Tuesday, July 8, 2014

Pretenders Beware


There’s a new warning flag flying in the ITO/BPO industry.  If you’re a Client of one of the prominent services providers, I bet you’re hearing the term “transactional pricing” a bit more often than you have in the past.  Let me help to decode this term for you.
Starting with our “point of departure”, it’s quite common for companies to define their outsourcing arrangements as being “staff augmentation” or “offshore labor”.  Both of these terms refer to the convention of “paying for effort” or some similar means of contracting with a third-party to perform a well-defined task using less-expensive resources.

Effort-based contracting isn’t the only type of outsourced arrangement, but it’s more common that most people know.  In fact, for many functional executives in HR, IT, Finance, or Customer Care roles, this is the only form of outsourcing they know.  And, they love it.  It provides the ability to reap the benefits of less-expensive labor without the burden of actually industrializing the work processes. 
If any of this is news to you, there’s a nice description of what you get through out-tasking here.  You can look at your existing “outsourcing” contracts through the lens offered by that definition and determine whether your service provider is truly delivering an outsourced service.
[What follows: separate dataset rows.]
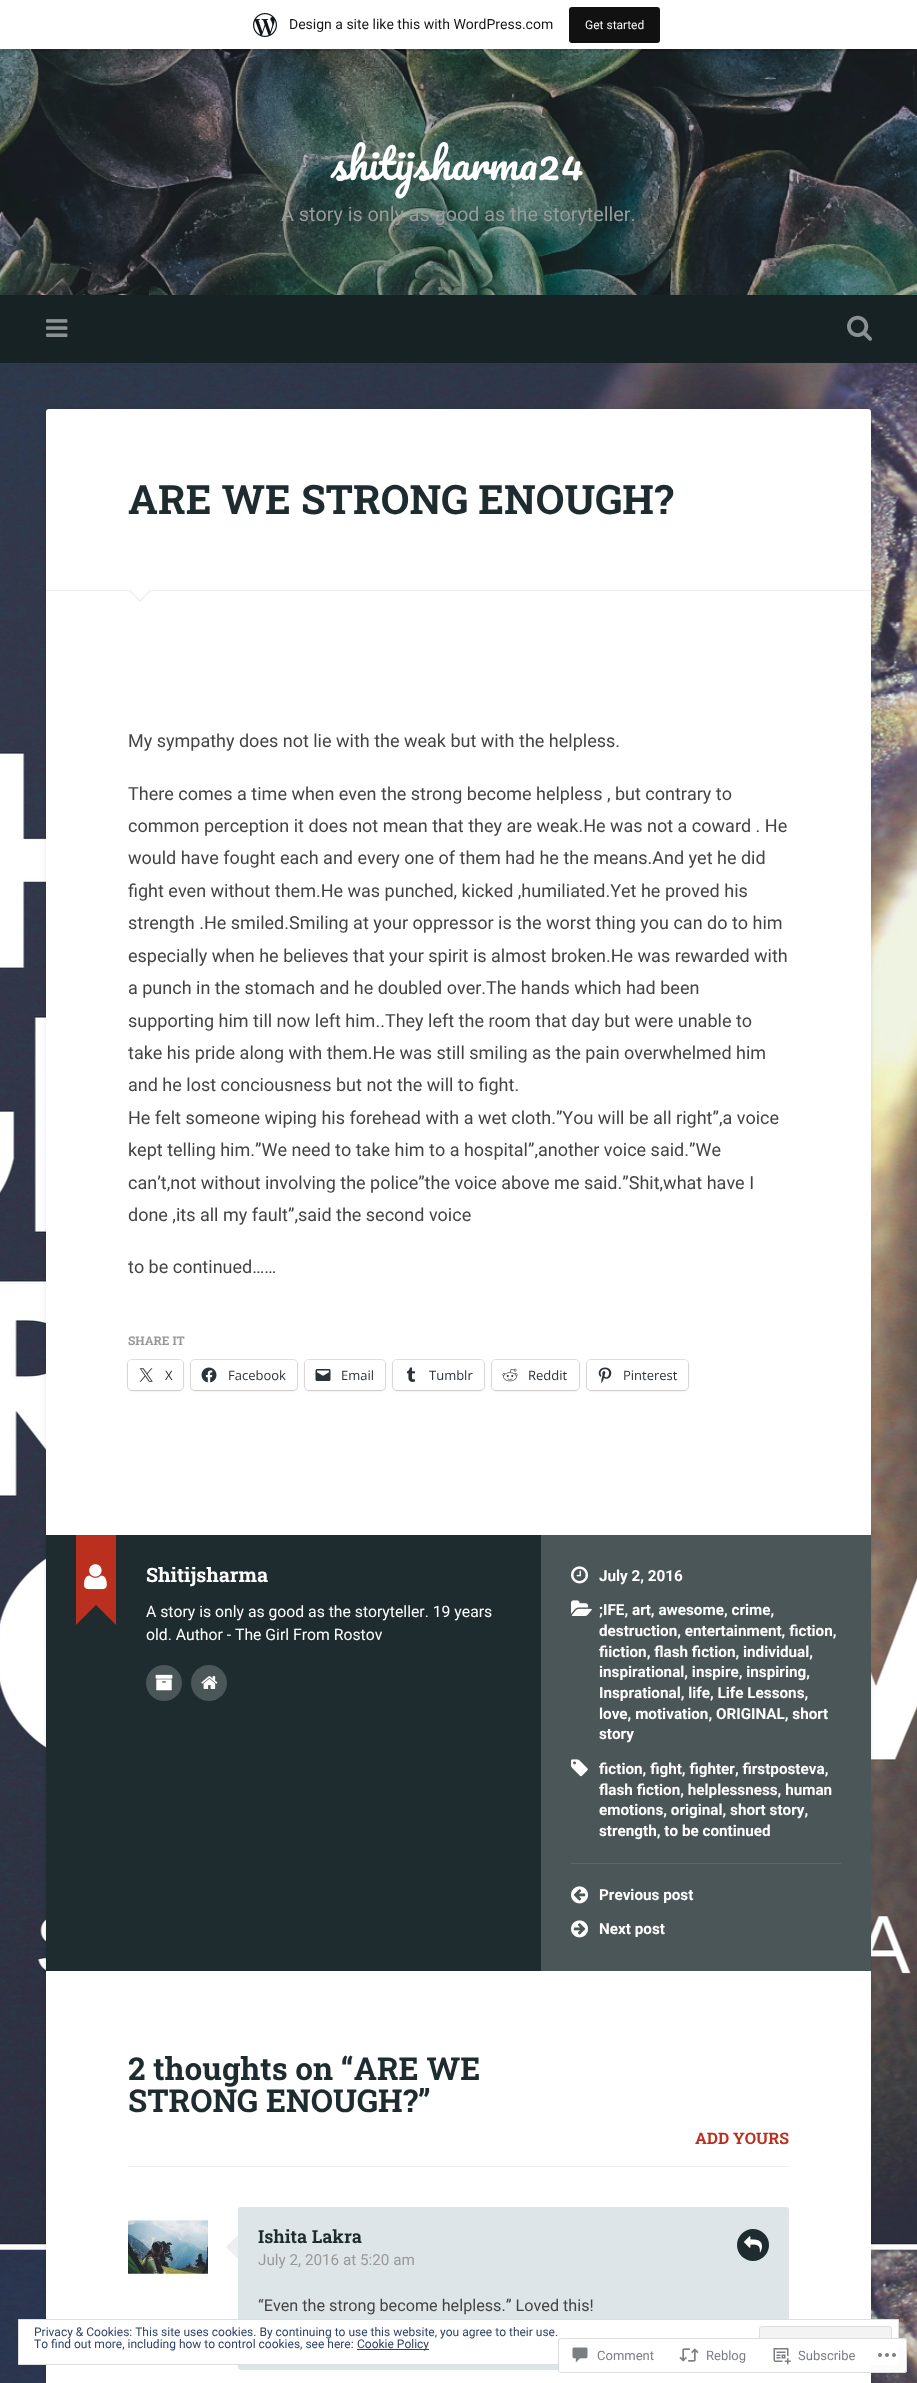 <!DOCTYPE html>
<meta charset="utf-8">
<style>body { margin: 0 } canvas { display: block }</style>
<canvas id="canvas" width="917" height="2383"></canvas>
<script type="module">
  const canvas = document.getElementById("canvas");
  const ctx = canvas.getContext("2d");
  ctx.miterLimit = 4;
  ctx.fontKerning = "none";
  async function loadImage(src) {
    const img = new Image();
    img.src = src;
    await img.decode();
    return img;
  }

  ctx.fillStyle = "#ffffff";
  ctx.fillRect(0, 0, 917, 2383);
  ctx.drawImage(await loadImage("img1.png"), 0, 363, 917, 2020);
  ctx.drawImage(await loadImage("img3.png"), 0, 49, 917, 246);
  ctx.fillStyle = "rgba(0, 0, 0, 0.05)";
  ctx.filter = "blur(1px)";
  ctx.beginPath();
  ctx.rect(0, 1, 917, 49);
  ctx.fill();
  ctx.filter = "none";
  ctx.fillStyle = "rgba(0, 0, 0, 0.08)";
  ctx.beginPath();
  ctx.moveTo(1, 49);
  ctx.lineTo(1, 52);
  ctx.lineTo(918, 52);
  ctx.lineTo(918, 3);
  ctx.lineTo(917, 3);
  ctx.lineTo(917, 49);
  ctx.closePath();
  ctx.fill();
  ctx.fillStyle = "#ffffff";
  ctx.fillRect(0, 0, 917, 49);
  ctx.drawImage(await loadImage("img2.png"), 253, 13, 24, 24);
  ctx.font = "14px Roboto";
  ctx.fillStyle = "#171717";
  ctx.fillText("Design a site like this with WordPress.com", 289, 29);
  ctx.fillStyle = "#111111";
  ctx.beginPath();
  ctx.roundRect(569, 7, 91, 36, 3);
  ctx.fill();
  ctx.font = "12px Roboto";
  ctx.fillStyle = "#f6f7f7";
  ctx.fillText("Get started", 585, 29);
  ctx.font = "40.5px Pacifico";
  ctx.fillStyle = "#ffffff";
  ctx.fillText("shitijsharma24", 331, 180);
  ctx.font = "19.75px Roboto";
  ctx.fillStyle = "#999999";
  ctx.fillText("A story is only as good as the storyteller.", 281, 221);
  ctx.fillStyle = "#172225";
  ctx.fillRect(0, 295, 917, 68);
  ctx.drawImage(await loadImage("img4.png"), 46, 319, 22, 18);
  ctx.drawImage(await loadImage("img5.png"), 847, 315, 25, 26);
  ctx.fillStyle = "rgba(0, 0, 0, 0.1)";
  ctx.filter = "blur(2px)";
  ctx.beginPath();
  ctx.roundRect(46, 410, 825, 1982, 3);
  ctx.fill();
  ctx.filter = "none";
  ctx.fillStyle = "#ffffff";
  ctx.beginPath();
  ctx.roundRect(46, 409, 825, 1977, 3);
  ctx.fill();
  ctx.fillStyle = "#eeeeee";
  ctx.fillRect(46, 590, 825, 1);
  ctx.font = "bold 40.5px Roboto Slab";
  ctx.fillStyle = "#1e2c30";
  ctx.fillText("ARE WE STRONG ENOUGH?", 128, 514);
  ctx.fillStyle = "#eeeeee";
  ctx.beginPath();
  ctx.moveTo(128, 590);
  ctx.lineTo(152, 590);
  ctx.lineTo(140, 602);
  ctx.closePath();
  ctx.fill();
  ctx.fillStyle = "#ffffff";
  ctx.beginPath();
  ctx.moveTo(129, 589);
  ctx.lineTo(151, 589);
  ctx.lineTo(140, 600);
  ctx.closePath();
  ctx.fill();
  ctx.font = "18px Roboto";
  ctx.fillStyle = "#444444";
  ctx.fillText("My sympathy does not lie with the weak but with the helpless.", 128, 747);
  ctx.fillText("There comes a time when even the strong become helpless , but contrary to", 128, 800);
  ctx.fillText("common perception it does not mean that they are weak.He was not a coward . He", 128, 832);
  ctx.fillText("would have fought each and every one of them had he the means.And yet he did", 128, 864);
  ctx.fillText("fight even without them.He was punched, kicked ,humiliated.Yet he proved his", 128, 897);
  ctx.fillText("strength .He smiled.Smiling at your oppressor is the worst thing you can do to him", 128, 929);
  ctx.fillText("especially when he believes that your spirit is almost broken.He was rewarded with", 128, 962);
  ctx.fillText("a punch in the stomach and he doubled over.The hands which had been", 128, 994);
  ctx.fillText("supporting him till now left him..They left the room that day but were unable to", 128, 1027);
  ctx.fillText("take his pride along with them.He was still smiling as the pain overwhelmed him", 128, 1059);
  ctx.fillText("and he lost conciousness but not the will to fight.", 128, 1091);
  ctx.fillText("He felt someone wiping his forehead with a wet cloth.”You will be all right”,a voice", 128, 1124);
  ctx.fillText("kept telling him.”We need to take him to a hospital”,another voice said.”We", 128, 1156);
  ctx.fillText("can’t,not without involving the police”the voice above me said.”Shit,what have I", 128, 1189);
  ctx.fillText("done ,its all my fault”,said the second voice", 128, 1221);
  ctx.fillText("to be continued……", 128, 1273);
  ctx.font = "bold 12px Roboto Slab";
  ctx.fillStyle = "#999999";
  ctx.fillText("SHARE IT", 128, 1345);
  ctx.beginPath();
  ctx.roundRect(127.5, 1359.5, 56, 31, 4.5);
  ctx.strokeStyle = "#e0e0e0";
  ctx.stroke();
  ctx.fillStyle = "rgba(0, 0, 0, 0.12)";
  ctx.filter = "blur(1px)";
  ctx.beginPath();
  ctx.roundRect(128, 1361, 55, 30, 4);
  ctx.fill();
  ctx.filter = "none";
  ctx.fillStyle = "#ffffff";
  ctx.beginPath();
  ctx.roundRect(128, 1360, 55, 30, 4);
  ctx.fill();
  ctx.drawImage(await loadImage("img6.png"), 139, 1368, 14, 14);
  ctx.font = "13px Open Sans";
  ctx.fillStyle = "#2c3338";
  ctx.fillText("X", 165, 1380);
  ctx.beginPath();
  ctx.roundRect(190.5, 1359.5, 107, 31, 4.5);
  ctx.stroke();
  ctx.fillStyle = "rgba(0, 0, 0, 0.12)";
  ctx.filter = "blur(1px)";
  ctx.beginPath();
  ctx.roundRect(191, 1361, 106, 30, 4);
  ctx.fill();
  ctx.filter = "none";
  ctx.fillStyle = "#ffffff";
  ctx.beginPath();
  ctx.roundRect(191, 1360, 106, 30, 4);
  ctx.fill();
  ctx.drawImage(await loadImage("img7.png"), 201, 1367, 16, 16);
  ctx.fillStyle = "#2c3338";
  ctx.fillText("Facebook", 228, 1380);
  ctx.beginPath();
  ctx.roundRect(304.5, 1359.5, 81, 31, 4.5);
  ctx.stroke();
  ctx.fillStyle = "rgba(0, 0, 0, 0.12)";
  ctx.filter = "blur(1px)";
  ctx.beginPath();
  ctx.roundRect(305, 1361, 80, 30, 4);
  ctx.fill();
  ctx.filter = "none";
  ctx.fillStyle = "#ffffff";
  ctx.beginPath();
  ctx.roundRect(305, 1360, 80, 30, 4);
  ctx.fill();
  ctx.drawImage(await loadImage("img8.png"), 315, 1369, 16, 12);
  ctx.fillStyle = "#2c3338";
  ctx.fillText("Email", 341, 1380);
  ctx.beginPath();
  ctx.roundRect(392.5, 1359.5, 92, 31, 4.5);
  ctx.stroke();
  ctx.fillStyle = "rgba(0, 0, 0, 0.12)";
  ctx.filter = "blur(1px)";
  ctx.beginPath();
  ctx.roundRect(393, 1361, 91, 30, 4);
  ctx.fill();
  ctx.filter = "none";
  ctx.fillStyle = "#ffffff";
  ctx.beginPath();
  ctx.roundRect(393, 1360, 91, 30, 4);
  ctx.fill();
  ctx.drawImage(await loadImage("img9.png"), 406, 1367, 10, 15);
  ctx.fillStyle = "#2c3338";
  ctx.fillText("Tumblr", 429, 1380);
  ctx.beginPath();
  ctx.roundRect(491.5, 1359.5, 88, 31, 4.5);
  ctx.stroke();
  ctx.fillStyle = "rgba(0, 0, 0, 0.12)";
  ctx.filter = "blur(1px)";
  ctx.beginPath();
  ctx.roundRect(492, 1361, 87, 30, 4);
  ctx.fill();
  ctx.filter = "none";
  ctx.fillStyle = "#ffffff";
  ctx.beginPath();
  ctx.roundRect(492, 1360, 87, 30, 4);
  ctx.fill();
  ctx.drawImage(await loadImage("img10.png"), 502, 1368, 16, 14);
  ctx.fillStyle = "#2c3338";
  ctx.fillText("Reddit", 528, 1380);
  ctx.beginPath();
  ctx.roundRect(586.5, 1359.5, 102, 31, 4.5);
  ctx.stroke();
  ctx.fillStyle = "rgba(0, 0, 0, 0.12)";
  ctx.filter = "blur(1px)";
  ctx.beginPath();
  ctx.roundRect(587, 1361, 101, 30, 4);
  ctx.fill();
  ctx.filter = "none";
  ctx.fillStyle = "#ffffff";
  ctx.beginPath();
  ctx.roundRect(587, 1360, 101, 30, 4);
  ctx.fill();
  ctx.drawImage(await loadImage("img11.png"), 598, 1367, 14, 16);
  ctx.fillStyle = "#2c3338";
  ctx.fillText("Pinterest", 623, 1380);
  ctx.fillStyle = "#1e2c30";
  ctx.fillRect(46, 1535, 495, 436);
  ctx.fillStyle = "#ba2f1d";
  ctx.beginPath();
  ctx.moveTo(116, 1585);
  ctx.lineTo(116, 1625);
  ctx.lineTo(96, 1605);
  ctx.closePath();
  ctx.moveTo(76, 1625);
  ctx.lineTo(76, 1585);
  ctx.lineTo(96, 1605);
  ctx.closePath();
  ctx.fill();
  ctx.fillRect(76, 1535, 40, 70);
  ctx.drawImage(await loadImage("img12.png"), 84, 1564, 23, 26);
  ctx.font = "bold 19.75px Roboto Slab";
  ctx.fillStyle = "#ffffff";
  ctx.fillText("Shitijsharma", 146, 1582);
  ctx.font = "15.75px Roboto";
  ctx.fillText("A story is only as good as the storyteller. 19 years", 146, 1617);
  ctx.fillText("old. Author - The Girl From Rostov", 146, 1640);
  ctx.fillStyle = "#4b5659";
  ctx.beginPath();
  ctx.arc(164, 1683, 18, 0, Math.PI * 2);
  ctx.fill();
  ctx.drawImage(await loadImage("img13.png"), 155, 1674, 18, 17);
  ctx.beginPath();
  ctx.arc(209, 1683, 18, 0, Math.PI * 2);
  ctx.fill();
  ctx.drawImage(await loadImage("img14.png"), 201, 1676, 17, 13);
  ctx.fillRect(541, 1535, 330, 436);
  ctx.drawImage(await loadImage("img15.png"), 571, 1566, 17, 18);
  ctx.font = "bold 15.25px Roboto";
  ctx.fillStyle = "#ffffff";
  ctx.fillText("July 2, 2016", 599, 1581);
  ctx.drawImage(await loadImage("img16.png"), 571, 1600, 21, 16);
  ctx.fillText(";IFE, art, awesome, crime,", 599, 1615);
  ctx.fillText("destruction, entertainment, fiction,", 599, 1636);
  ctx.fillText("fiiction, flash fiction, individual,", 599, 1657);
  ctx.fillText("inspirational, inspire, inspiring,", 599, 1677);
  ctx.fillText("Insprational, life, Life Lessons,", 599, 1698);
  ctx.fillText("love, motivation, ORIGINAL, short", 599, 1719);
  ctx.fillText("story", 599, 1739);
  ctx.drawImage(await loadImage("img17.png"), 571, 1759, 17, 18);
  ctx.fillText("fiction, fight, fighter, firstposteva,", 599, 1774);
  ctx.fillText("flash fiction, helplessness, human", 599, 1795);
  ctx.fillText("emotions, original, short story,", 599, 1815);
  ctx.fillText("strength, to be continued", 599, 1836);
  ctx.fillStyle = "#5d676a";
  ctx.fillRect(571, 1863, 270, 1);
  ctx.drawImage(await loadImage("img18.png"), 571, 1886, 17, 18);
  ctx.fillStyle = "#ffffff";
  ctx.fillText("Previous post", 599, 1900);
  ctx.drawImage(await loadImage("img19.png"), 571, 1920, 17, 18);
  ctx.fillText("Next post", 599, 1934);
  ctx.fillStyle = "#eeeeee";
  ctx.fillRect(128, 2166, 661, 1);
  ctx.font = "bold 31.5px Roboto Slab";
  ctx.fillStyle = "#1e2c30";
  ctx.fillText("2 thoughts on “ARE WE", 128, 2080);
  ctx.fillText("STRONG ENOUGH?”", 128, 2112);
  ctx.font = "bold 16px Roboto Slab";
  ctx.fillStyle = "#ba2f1d";
  ctx.fillText("ADD YOURS", 695, 2144);
  ctx.drawImage(await loadImage("img20.png"), 128, 2216, 80, 71);
  ctx.fillStyle = "#dee5e8";
  ctx.beginPath();
  ctx.roundRect(238, 2207, 551, 163, 3);
  ctx.fill();
  ctx.fillStyle = "#eeeeee";
  ctx.beginPath();
  ctx.moveTo(238, 2235);
  ctx.lineTo(238, 2259);
  ctx.lineTo(226, 2247);
  ctx.closePath();
  ctx.fill();
  ctx.font = "bold 18px Roboto Slab";
  ctx.fillStyle = "#1e2c30";
  ctx.fillText("Ishita Lakra", 258, 2243);
  ctx.beginPath();
  ctx.arc(753, 2245, 16, 0, Math.PI * 2);
  ctx.fill();
  ctx.drawImage(await loadImage("img21.png"), 744, 2236, 18, 17);
  ctx.font = "15.25px Roboto";
  ctx.fillStyle = "#999999";
  ctx.fillText("July 2, 2016 at 5:20 am", 258, 2265);
  ctx.font = "16.2px Roboto";
  ctx.fillStyle = "#444444";
  ctx.fillText("“Even the strong become helpless.” Loved this!", 258, 2311);
  ctx.fillStyle = "#ffffff";
  ctx.beginPath();
  ctx.rect(18.5, 2319.5, 880, 45);
  ctx.fill();
  ctx.strokeStyle = "#dedede";
  ctx.stroke();
  ctx.font = "12px Roboto";
  ctx.fillStyle = "#2e4467";
  ctx.fillText("Privacy & Cookies: This site uses cookies. By continuing to use this website, you agree to their use.", 34, 2336);
  ctx.fillStyle = "#f3f3f3";
  ctx.beginPath();
  ctx.roundRect(759.5, 2326.5, 132, 31, 2.5);
  ctx.fill();
  ctx.stroke();
  ctx.fillStyle = "#2e4467";
  ctx.fillText("To find out more, including how to control cookies, see here:", 34, 2348);
  ctx.fillRect(357, 2349, 72, 1);
  ctx.fillText("Cookie Policy", 357, 2348);
  ctx.fillStyle = "rgba(255, 255, 255, 0.98)";
  ctx.beginPath();
  ctx.roundRect(558, 2338, 349, 35, 3);
  ctx.fill();
  ctx.beginPath();
  ctx.roundRect(558.5, 2338.5, 348, 34, 2.5);
  ctx.strokeStyle = "rgba(220, 220, 222, 0.98)";
  ctx.stroke();
  ctx.drawImage(await loadImage("img22.png"), 572, 2347, 16, 16);
  ctx.font = "13px Roboto";
  ctx.fillStyle = "#7b7f85";
  ctx.fillText("Comment", 597, 2360);
  ctx.drawImage(await loadImage("img23.png"), 679, 2348, 20, 14);
  ctx.fillText("Reblog", 706, 2360);
  ctx.drawImage(await loadImage("img24.png"), 773, 2348, 18, 17);
  ctx.fillText("Subscribe", 798, 2360);
  ctx.drawImage(await loadImage("img25.png"), 878, 2353, 18, 4);
</script>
Effort-based contacts often operate through Service Level Agreements (SLAs), so don’t let that fact obscure whether or not the contract is yielding a defined service.  Out-tasking SLAs often relate to time required to fill positions or process transactions that are Client-defined.
With that as context, there seems to be an ever-increasing hum around the shift to outcome-based arrangements as the “point of arrival”.  Sounds good, right?  Outcomes are things that we can measure in terms of value, as opposed to effort-based costs. 

Well, here are a few observations from the real world that might surprise you:

1)     The push for outcome-based contracting comes almost exclusively from the service providers.  Clients who are using out-tasking tend not to initiate the shift to a different form of buying.  Providers, on the other hand, see this as a way to improve their profitability and cement their relationships.  When I ask why Clients aren’t biting on the shift, I am told of two reasons:

a.     Lack of confidence that the incumbent provider can/will bring anything different than the same services under a different packaging; and

b.    Lack of Client management comfort with buying Services that would be implied by contracting for transactional Services.

2)     Transactional Pricing is NOT the end game that Clients are seeking.  Those companies that can see their way towards adopting true subscription-based services (see below), aren’t falling for the offer to convert effort-based work merely through pricing changes.

3)     Subscription-based Services are defining the expectations of progressive buyers.  There are a few straight-forward questions being asked of ITO/BPO service providers who are asking for the opportunity to be paid for outcomes:

a.     How many “subscribers” do you have for this Service?  (This implies that the Service is serving a market, and is not a bespoke solution)

b.    Can I subscribe/unsubscribe to the Service without undue penalty?

c.     Are all aspects of the Service delivery on the provider’s balance sheet (e.g., systems, software, etc.)?

d.    Are there well-defined interfaces between this Service and other enterprise functions/processes?

e.     What is the business case for converting from my legacy mode of operation?

f.     What is the volume-sensitive pricing schedule for this Service?
The sophistication of enterprise buyers – through functional leadership and Supply Chain professionals – to contract via subscription-based models is accelerating dramatically.  Questions like the ones I’ve outlined above are being asked of incumbent providers of effort-based work.  And, they don’t think foremost of their incumbent out-tasking providers for this sort of relationship.
It’s not acceptable for an incumbent service provider to merely offer “transactional pricing” in response to these new expectations. 

So, beware of the term “transactional pricing” as this is hardly sufficient to win in the “as a service” economy.